Casarsa, 18 febbraio 1945: nasce l’Academiuta. E la poesia friulana cambia

Si celebra l’anniversario della creazione in Friuli del gruppo culturale di Pier Paolo Pasolini. L’obiettivo era nobilitare le parlate minori e fare crescere così la coscienza autonomista 

Il 18 febbraio 1945 a Versuta di Casarsa fu fondato un gruppo culturale: all’apparenza uno dei tanti.

Oggi sappiamo che quel gruppo fu diverso e speciale per molte ragioni: per il quadro di desolazione e di morte nel quale nacque; per il nome che assunse e per per lo scopo: scuola di poesia in lingua locale; per la personalità del maestro fondatore; per la personalità degli altri soci: i poeti Nico Naldini, Cesare Bortotto, Fedele Ghirat, Ovidio ed Ermes Colussi, Bruno Bruni, l’incisore Virgilio Tramontin, il pittore Rico De Rocco, e Pina Kalz, la violinista slovena che a Casarsa aveva trovato rifugio dalla guerra nel 1941.

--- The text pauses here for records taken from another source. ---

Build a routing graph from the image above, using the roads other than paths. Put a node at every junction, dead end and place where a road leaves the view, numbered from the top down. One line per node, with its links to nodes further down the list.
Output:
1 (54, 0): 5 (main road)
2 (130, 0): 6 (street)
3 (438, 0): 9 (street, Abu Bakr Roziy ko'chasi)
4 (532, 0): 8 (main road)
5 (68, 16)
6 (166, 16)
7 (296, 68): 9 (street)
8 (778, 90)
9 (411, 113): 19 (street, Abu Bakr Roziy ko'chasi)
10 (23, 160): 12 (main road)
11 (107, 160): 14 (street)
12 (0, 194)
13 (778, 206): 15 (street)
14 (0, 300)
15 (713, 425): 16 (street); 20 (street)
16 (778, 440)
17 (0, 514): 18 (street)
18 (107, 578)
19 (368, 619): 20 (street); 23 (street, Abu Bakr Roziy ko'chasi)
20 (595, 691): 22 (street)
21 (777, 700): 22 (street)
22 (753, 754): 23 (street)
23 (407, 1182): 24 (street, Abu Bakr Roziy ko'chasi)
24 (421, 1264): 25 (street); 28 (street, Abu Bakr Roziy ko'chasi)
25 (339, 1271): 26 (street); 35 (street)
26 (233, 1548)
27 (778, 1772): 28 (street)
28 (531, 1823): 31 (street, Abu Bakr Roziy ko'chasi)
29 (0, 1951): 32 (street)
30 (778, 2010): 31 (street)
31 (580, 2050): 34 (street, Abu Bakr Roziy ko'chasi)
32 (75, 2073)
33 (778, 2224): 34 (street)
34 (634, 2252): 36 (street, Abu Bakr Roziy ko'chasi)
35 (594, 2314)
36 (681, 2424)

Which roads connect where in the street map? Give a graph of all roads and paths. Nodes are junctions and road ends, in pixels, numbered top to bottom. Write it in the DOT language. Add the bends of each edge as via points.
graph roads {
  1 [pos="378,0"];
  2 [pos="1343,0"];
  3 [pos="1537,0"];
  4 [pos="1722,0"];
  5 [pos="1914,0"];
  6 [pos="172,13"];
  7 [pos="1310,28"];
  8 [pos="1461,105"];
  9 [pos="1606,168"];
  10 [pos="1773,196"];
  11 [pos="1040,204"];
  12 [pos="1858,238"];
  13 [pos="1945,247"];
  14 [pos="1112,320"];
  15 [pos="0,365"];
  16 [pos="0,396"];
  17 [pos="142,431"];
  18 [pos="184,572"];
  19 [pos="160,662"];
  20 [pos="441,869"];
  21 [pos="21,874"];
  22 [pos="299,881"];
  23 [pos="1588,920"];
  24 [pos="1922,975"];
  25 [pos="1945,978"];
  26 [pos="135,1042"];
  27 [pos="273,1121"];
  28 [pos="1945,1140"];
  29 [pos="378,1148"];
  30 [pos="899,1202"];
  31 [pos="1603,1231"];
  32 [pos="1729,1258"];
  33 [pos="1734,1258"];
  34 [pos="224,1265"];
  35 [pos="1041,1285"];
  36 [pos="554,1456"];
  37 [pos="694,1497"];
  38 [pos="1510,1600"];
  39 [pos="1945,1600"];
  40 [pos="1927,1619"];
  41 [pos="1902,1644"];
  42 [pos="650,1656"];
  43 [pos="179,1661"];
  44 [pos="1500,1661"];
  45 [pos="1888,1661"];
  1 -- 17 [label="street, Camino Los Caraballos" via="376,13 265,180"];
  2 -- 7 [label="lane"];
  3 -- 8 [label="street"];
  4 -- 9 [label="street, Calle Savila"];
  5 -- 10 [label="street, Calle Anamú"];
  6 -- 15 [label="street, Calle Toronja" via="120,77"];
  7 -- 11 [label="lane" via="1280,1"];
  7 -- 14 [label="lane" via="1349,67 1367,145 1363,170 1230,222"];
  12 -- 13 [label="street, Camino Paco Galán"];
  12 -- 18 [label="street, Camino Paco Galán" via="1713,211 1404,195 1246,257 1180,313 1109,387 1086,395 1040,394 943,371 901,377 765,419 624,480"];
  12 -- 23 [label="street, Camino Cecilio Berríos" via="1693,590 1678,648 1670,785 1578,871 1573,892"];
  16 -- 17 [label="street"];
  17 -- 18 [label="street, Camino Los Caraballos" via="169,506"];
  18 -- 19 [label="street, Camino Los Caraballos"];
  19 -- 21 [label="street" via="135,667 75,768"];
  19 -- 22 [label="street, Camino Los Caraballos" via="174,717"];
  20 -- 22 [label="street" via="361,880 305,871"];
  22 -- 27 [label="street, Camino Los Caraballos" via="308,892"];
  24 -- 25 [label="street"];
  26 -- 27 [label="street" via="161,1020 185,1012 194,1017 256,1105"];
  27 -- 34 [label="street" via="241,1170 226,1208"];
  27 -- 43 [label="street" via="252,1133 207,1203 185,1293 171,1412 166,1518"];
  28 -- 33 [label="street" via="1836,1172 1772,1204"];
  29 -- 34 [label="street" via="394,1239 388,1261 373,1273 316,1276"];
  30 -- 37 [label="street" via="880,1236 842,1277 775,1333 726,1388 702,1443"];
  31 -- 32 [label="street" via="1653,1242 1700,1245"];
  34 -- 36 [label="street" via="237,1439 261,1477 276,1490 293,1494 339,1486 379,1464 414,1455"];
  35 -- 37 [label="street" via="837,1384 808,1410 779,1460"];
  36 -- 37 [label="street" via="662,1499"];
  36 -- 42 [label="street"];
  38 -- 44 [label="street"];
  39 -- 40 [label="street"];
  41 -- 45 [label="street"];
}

L’immenso talento del maestro era già apparso evidente a Gianfranco Contini che, sul “Corriere del Ticino” del 24 aprile 1943, aveva recensito le “Poesie a Casarsa”: “Sembrerebbe un poeta dialettale, a prima vista, questo Pier Paolo Pasolini, per queste sue friulane “Poesie a Casarsa” (Bologna, Libreria Antiquaria Mario Landi), un librettino di neppur cinquanta pagine, compresa la non bella traduzione letterale che di quelle pagine occupa la metà inferiore.

E tuttavia, se si ha indulgenza al gusto degli estremi e alla sensibilità del limite, in questo fascicoletto si scorgerà la prima accessione della letteratura “dialettale” all’aura della poesia d’oggi, e pertanto una modificazione in profondità di quell’attributo. (. . .) ”.

Perché Pasolini fondò l’Academiuta? Lo scrisse a chiare lettere su “La Panarie” del maggio-dicembre 1949: “... io non sapevo che i friulani vivessero ancora al tempo dello Zorutti e che la Filologica che io, da Bologna, sopra il Pirona, amavo come un prodotto altamente civile, di tipo quasi centro-europeo, fosse senza filologi”.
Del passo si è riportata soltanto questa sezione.